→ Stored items
========

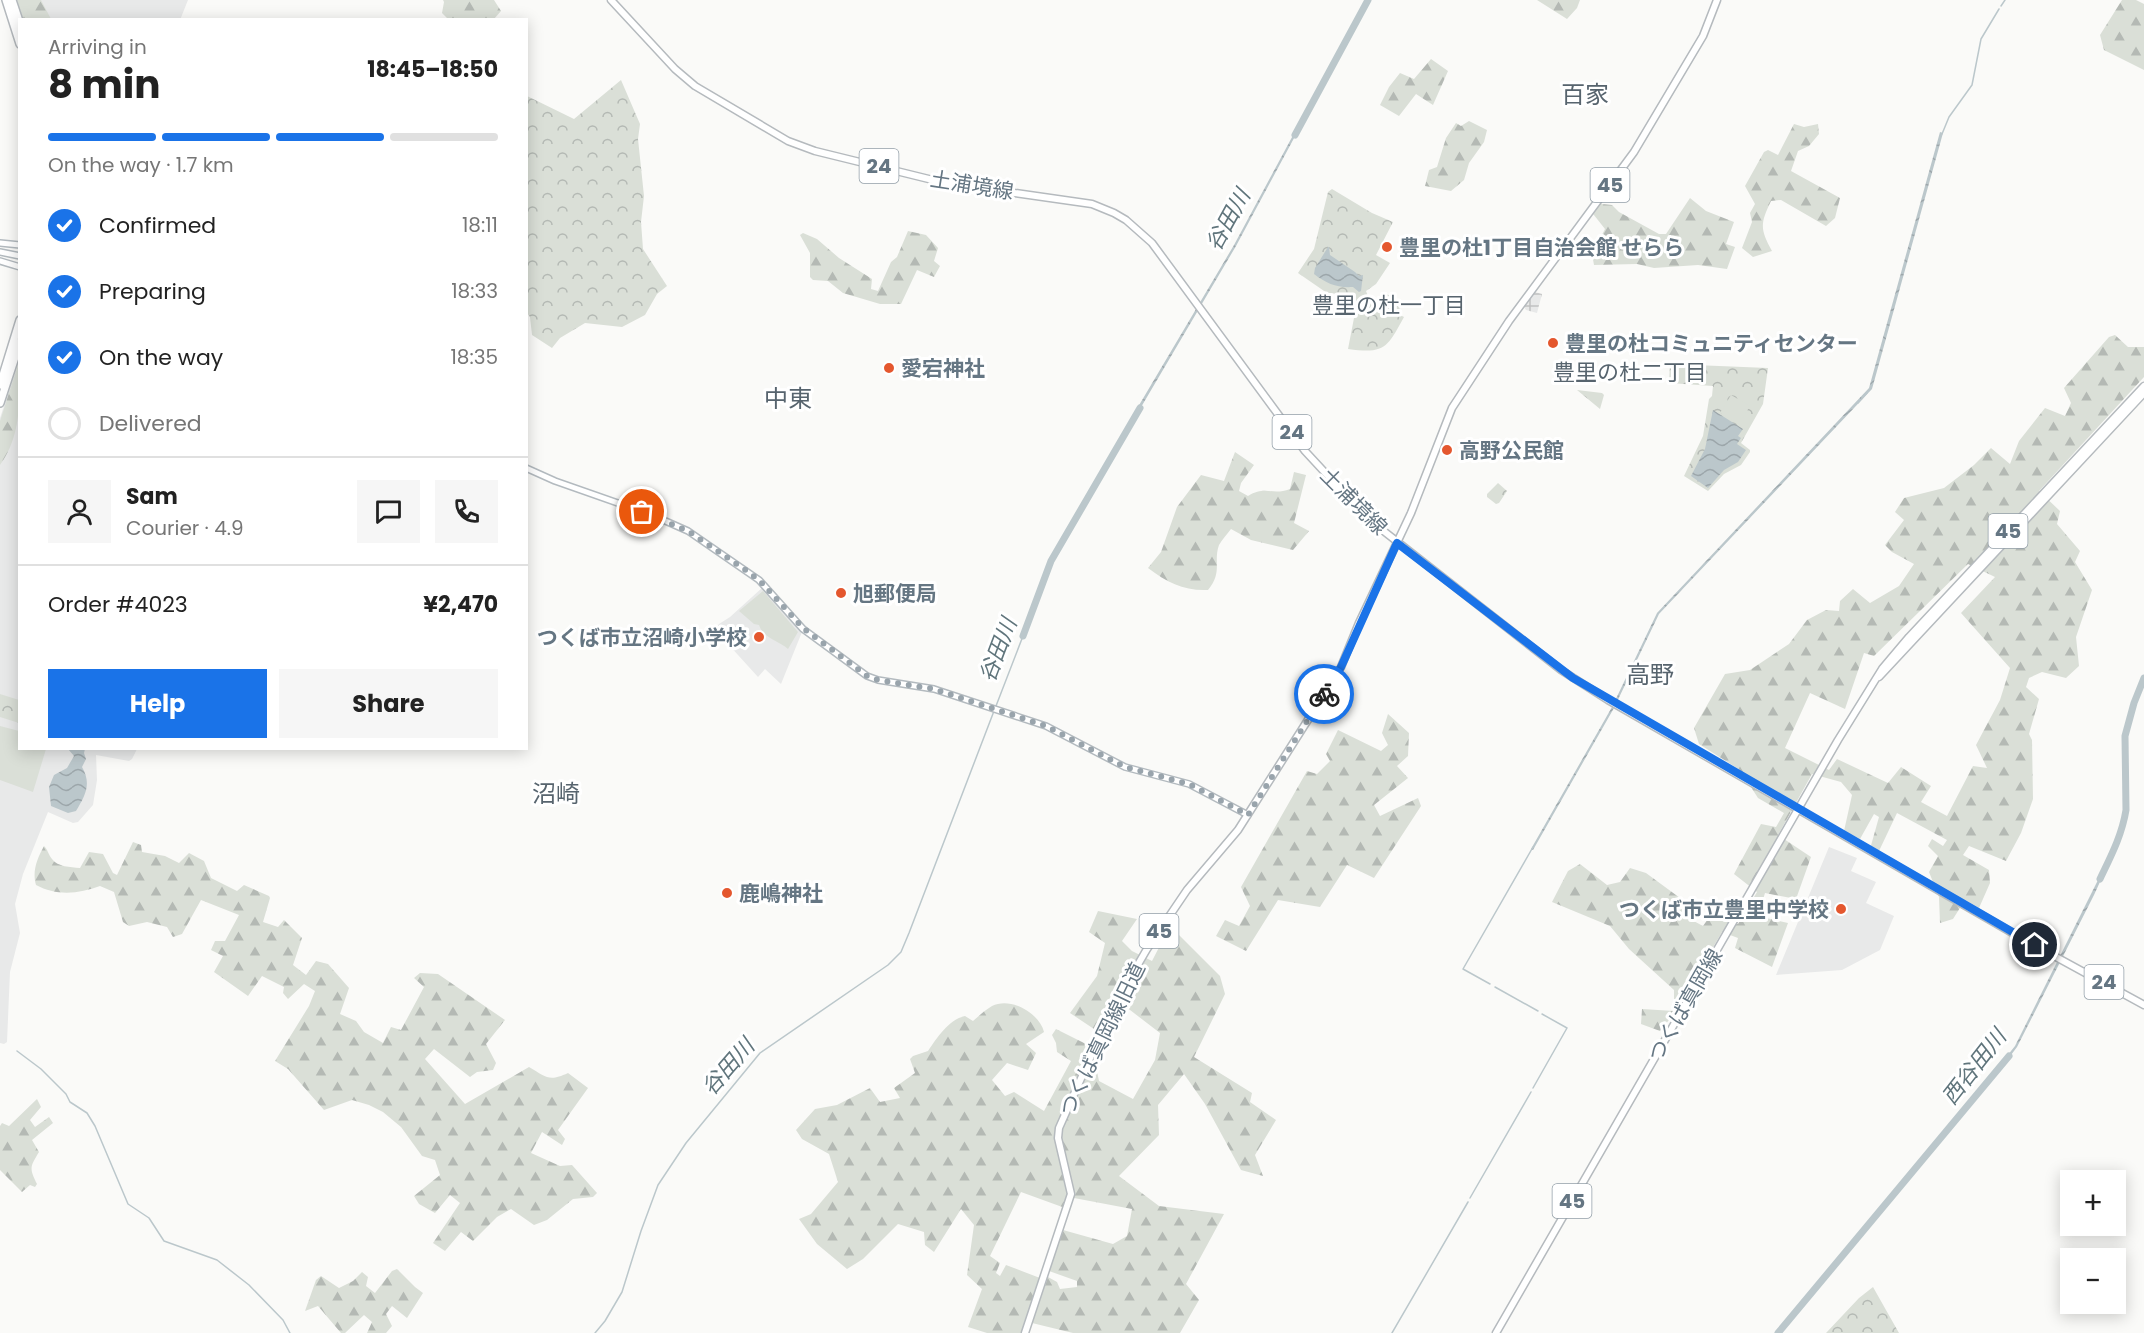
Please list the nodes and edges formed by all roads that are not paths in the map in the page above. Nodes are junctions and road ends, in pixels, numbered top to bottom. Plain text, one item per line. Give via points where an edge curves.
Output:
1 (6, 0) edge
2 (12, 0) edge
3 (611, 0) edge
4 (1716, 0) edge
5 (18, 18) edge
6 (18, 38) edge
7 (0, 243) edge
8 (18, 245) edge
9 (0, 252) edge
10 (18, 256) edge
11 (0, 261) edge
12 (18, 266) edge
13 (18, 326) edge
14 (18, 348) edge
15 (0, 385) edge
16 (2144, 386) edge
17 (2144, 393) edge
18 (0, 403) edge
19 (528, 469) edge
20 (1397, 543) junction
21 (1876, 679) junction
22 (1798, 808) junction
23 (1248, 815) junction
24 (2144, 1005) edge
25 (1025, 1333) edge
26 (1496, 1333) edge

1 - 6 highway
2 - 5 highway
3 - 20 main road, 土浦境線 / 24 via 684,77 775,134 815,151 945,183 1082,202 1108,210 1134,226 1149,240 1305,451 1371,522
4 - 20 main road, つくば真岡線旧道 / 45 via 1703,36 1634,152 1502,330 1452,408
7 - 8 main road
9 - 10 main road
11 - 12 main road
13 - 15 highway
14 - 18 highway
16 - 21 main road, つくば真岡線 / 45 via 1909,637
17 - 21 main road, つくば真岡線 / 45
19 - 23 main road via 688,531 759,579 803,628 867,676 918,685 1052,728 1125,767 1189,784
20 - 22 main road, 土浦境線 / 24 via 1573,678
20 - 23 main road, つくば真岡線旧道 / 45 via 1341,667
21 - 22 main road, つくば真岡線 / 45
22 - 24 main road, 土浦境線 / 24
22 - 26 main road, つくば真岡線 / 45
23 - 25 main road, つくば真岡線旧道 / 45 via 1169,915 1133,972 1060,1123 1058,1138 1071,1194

========

→ Task directions
Every entry, exactly as written: transcribe it, passing over any pictures.

→ Finished task
Please list the nodes and edges formed by all roads that are not paths in the map in the page above. Nodes are junctions and road ends, in pixels, numbered top to bottom. Plain text, one item per line. Give via points where an edge curves.
Output:
1 (6, 0) edge
2 (12, 0) edge
3 (611, 0) edge
4 (1716, 0) edge
5 (18, 18) edge
6 (18, 38) edge
7 (0, 243) edge
8 (18, 245) edge
9 (0, 252) edge
10 (18, 256) edge
11 (0, 261) edge
12 (18, 266) edge
13 (18, 326) edge
14 (18, 348) edge
15 (0, 385) edge
16 (2144, 386) edge
17 (2144, 393) edge
18 (0, 403) edge
19 (528, 469) edge
20 (1397, 543) junction
21 (1876, 679) junction
22 (1798, 808) junction
23 (1248, 815) junction
24 (2144, 1005) edge
25 (1025, 1333) edge
26 (1496, 1333) edge

1 - 6 highway
2 - 5 highway
3 - 20 main road, 土浦境線 / 24 via 684,77 775,134 815,151 945,183 1082,202 1108,210 1134,226 1149,240 1305,451 1371,522
4 - 20 main road, つくば真岡線旧道 / 45 via 1703,36 1634,152 1502,330 1452,408
7 - 8 main road
9 - 10 main road
11 - 12 main road
13 - 15 highway
14 - 18 highway
16 - 21 main road, つくば真岡線 / 45 via 1909,637
17 - 21 main road, つくば真岡線 / 45
19 - 23 main road via 688,531 759,579 803,628 867,676 918,685 1052,728 1125,767 1189,784
20 - 22 main road, 土浦境線 / 24 via 1573,678
20 - 23 main road, つくば真岡線旧道 / 45 via 1341,667
21 - 22 main road, つくば真岡線 / 45
22 - 24 main road, 土浦境線 / 24
22 - 26 main road, つくば真岡線 / 45
23 - 25 main road, つくば真岡線旧道 / 45 via 1169,915 1133,972 1060,1123 1058,1138 1071,1194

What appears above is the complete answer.